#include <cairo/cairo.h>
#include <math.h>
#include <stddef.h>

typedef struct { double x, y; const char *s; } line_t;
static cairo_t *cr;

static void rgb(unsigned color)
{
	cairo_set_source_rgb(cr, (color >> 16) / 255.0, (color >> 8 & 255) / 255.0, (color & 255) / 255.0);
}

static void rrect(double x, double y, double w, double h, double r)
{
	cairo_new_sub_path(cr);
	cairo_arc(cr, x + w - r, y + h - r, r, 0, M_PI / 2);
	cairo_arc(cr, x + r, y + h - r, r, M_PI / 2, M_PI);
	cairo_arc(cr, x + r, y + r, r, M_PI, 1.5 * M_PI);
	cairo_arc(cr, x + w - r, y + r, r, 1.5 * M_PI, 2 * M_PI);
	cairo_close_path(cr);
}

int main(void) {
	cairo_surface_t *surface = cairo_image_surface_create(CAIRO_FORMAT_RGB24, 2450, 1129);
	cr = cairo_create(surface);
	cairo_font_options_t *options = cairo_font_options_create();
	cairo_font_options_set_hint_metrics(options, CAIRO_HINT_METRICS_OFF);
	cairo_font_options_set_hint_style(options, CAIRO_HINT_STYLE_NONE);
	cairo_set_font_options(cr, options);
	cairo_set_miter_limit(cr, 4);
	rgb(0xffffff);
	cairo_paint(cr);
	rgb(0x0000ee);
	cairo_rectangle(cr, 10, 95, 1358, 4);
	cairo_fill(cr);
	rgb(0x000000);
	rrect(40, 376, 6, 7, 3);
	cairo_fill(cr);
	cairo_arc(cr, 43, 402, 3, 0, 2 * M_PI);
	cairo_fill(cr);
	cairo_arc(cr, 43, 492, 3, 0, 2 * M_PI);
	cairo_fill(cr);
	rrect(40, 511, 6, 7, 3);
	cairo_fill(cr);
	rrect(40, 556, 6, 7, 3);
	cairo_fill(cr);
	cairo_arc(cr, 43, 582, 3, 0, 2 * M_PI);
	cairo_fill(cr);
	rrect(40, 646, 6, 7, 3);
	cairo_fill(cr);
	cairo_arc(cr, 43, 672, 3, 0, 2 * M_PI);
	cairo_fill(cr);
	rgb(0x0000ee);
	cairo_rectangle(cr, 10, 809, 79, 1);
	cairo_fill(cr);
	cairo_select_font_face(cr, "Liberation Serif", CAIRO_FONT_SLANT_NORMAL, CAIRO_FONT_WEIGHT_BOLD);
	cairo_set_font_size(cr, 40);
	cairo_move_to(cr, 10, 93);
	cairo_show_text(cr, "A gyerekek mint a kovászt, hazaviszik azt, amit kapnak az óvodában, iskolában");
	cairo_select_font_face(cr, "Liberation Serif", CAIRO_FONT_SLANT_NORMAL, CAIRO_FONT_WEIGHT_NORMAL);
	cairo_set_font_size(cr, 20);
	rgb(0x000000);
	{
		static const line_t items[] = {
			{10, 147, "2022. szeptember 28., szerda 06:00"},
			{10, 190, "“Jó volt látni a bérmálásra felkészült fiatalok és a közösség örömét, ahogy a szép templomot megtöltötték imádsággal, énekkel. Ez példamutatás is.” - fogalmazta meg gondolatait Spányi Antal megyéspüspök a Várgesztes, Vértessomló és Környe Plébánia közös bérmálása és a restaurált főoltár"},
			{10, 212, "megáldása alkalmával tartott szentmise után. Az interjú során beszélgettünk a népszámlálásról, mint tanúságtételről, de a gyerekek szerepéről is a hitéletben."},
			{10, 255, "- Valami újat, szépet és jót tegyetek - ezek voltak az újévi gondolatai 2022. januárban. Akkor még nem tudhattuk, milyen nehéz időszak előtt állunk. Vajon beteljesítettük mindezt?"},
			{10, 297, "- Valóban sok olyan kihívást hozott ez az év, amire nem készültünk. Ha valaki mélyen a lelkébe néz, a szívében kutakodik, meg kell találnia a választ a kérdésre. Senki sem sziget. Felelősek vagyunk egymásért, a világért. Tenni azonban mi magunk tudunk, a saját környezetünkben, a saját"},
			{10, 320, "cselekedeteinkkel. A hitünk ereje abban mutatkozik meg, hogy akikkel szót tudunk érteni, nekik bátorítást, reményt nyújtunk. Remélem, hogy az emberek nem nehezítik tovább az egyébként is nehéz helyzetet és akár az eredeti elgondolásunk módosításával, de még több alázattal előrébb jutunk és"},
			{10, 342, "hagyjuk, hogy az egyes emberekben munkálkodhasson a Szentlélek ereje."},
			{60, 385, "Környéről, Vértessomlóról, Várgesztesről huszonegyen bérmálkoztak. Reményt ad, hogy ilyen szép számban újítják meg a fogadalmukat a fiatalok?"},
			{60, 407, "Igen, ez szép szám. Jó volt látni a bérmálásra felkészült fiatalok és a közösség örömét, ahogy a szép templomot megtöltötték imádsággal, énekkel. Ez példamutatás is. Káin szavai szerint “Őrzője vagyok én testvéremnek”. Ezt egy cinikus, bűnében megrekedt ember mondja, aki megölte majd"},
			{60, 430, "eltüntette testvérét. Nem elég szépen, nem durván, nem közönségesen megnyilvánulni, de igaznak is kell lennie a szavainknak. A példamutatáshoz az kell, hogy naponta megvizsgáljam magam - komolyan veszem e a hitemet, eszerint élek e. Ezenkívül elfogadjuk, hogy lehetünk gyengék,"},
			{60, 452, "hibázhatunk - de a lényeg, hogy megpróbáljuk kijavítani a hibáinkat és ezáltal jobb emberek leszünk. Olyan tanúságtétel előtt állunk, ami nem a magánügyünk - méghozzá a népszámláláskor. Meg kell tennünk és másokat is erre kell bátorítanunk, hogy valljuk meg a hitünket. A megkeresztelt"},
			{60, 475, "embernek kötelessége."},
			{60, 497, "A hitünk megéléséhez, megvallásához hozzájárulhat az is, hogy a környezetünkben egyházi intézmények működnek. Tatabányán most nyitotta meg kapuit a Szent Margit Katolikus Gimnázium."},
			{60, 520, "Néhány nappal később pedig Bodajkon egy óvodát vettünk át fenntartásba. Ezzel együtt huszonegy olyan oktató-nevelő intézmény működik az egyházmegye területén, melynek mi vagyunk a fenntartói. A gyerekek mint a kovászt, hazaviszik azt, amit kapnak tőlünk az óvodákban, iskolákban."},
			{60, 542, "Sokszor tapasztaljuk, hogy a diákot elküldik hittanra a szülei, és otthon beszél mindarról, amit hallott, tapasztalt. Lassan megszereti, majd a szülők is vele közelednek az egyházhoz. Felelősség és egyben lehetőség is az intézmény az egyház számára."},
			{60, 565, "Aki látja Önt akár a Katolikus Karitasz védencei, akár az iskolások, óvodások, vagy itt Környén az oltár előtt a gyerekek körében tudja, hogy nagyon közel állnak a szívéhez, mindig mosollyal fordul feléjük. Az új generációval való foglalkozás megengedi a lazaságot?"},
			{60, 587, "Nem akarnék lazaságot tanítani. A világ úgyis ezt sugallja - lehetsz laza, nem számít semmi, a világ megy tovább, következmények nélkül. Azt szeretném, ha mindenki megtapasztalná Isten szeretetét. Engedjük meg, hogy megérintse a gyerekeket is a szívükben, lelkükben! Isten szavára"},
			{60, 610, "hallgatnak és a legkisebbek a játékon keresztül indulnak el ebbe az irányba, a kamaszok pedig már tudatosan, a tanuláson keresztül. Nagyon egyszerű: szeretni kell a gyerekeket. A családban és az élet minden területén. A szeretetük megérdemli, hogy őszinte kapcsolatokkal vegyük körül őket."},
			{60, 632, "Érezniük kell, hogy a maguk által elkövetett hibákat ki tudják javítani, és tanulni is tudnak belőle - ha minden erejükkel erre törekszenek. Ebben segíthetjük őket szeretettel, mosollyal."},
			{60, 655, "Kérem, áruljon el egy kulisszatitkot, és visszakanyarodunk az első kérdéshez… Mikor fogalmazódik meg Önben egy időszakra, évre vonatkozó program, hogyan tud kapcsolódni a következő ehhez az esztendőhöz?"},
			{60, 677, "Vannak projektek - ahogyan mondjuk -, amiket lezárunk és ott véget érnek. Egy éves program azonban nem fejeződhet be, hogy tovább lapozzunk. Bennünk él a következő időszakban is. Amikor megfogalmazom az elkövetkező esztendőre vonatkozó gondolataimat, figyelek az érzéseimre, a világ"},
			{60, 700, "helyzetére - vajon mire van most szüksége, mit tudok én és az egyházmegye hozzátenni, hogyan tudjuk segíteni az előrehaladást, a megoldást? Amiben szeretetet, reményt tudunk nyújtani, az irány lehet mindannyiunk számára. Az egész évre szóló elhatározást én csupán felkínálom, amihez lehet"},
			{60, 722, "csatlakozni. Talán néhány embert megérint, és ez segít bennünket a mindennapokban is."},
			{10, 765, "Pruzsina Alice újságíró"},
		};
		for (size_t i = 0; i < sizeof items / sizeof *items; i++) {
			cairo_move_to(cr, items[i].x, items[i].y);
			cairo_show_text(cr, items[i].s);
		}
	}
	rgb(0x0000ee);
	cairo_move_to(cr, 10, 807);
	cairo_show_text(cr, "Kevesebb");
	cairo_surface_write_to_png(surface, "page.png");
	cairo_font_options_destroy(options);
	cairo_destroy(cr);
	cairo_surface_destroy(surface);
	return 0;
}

> _What needs to be done_: Give back the records word for word. Start at the first line, end at the line containing "cairo_set_miter_limit(cr, 4);", and include both.

> _Written response_:
#include <cairo/cairo.h>
#include <math.h>
#include <stddef.h>

typedef struct { double x, y; const char *s; } line_t;
static cairo_t *cr;

static void rgb(unsigned color)
{
	cairo_set_source_rgb(cr, (color >> 16) / 255.0, (color >> 8 & 255) / 255.0, (color & 255) / 255.0);
}

static void rrect(double x, double y, double w, double h, double r)
{
	cairo_new_sub_path(cr);
	cairo_arc(cr, x + w - r, y + h - r, r, 0, M_PI / 2);
	cairo_arc(cr, x + r, y + h - r, r, M_PI / 2, M_PI);
	cairo_arc(cr, x + r, y + r, r, M_PI, 1.5 * M_PI);
	cairo_arc(cr, x + w - r, y + r, r, 1.5 * M_PI, 2 * M_PI);
	cairo_close_path(cr);
}

int main(void) {
	cairo_surface_t *surface = cairo_image_surface_create(CAIRO_FORMAT_RGB24, 2450, 1129);
	cr = cairo_create(surface);
	cairo_font_options_t *options = cairo_font_options_create();
	cairo_font_options_set_hint_metrics(options, CAIRO_HINT_METRICS_OFF);
	cairo_font_options_set_hint_style(options, CAIRO_HINT_STYLE_NONE);
	cairo_set_font_options(cr, options);
	cairo_set_miter_limit(cr, 4);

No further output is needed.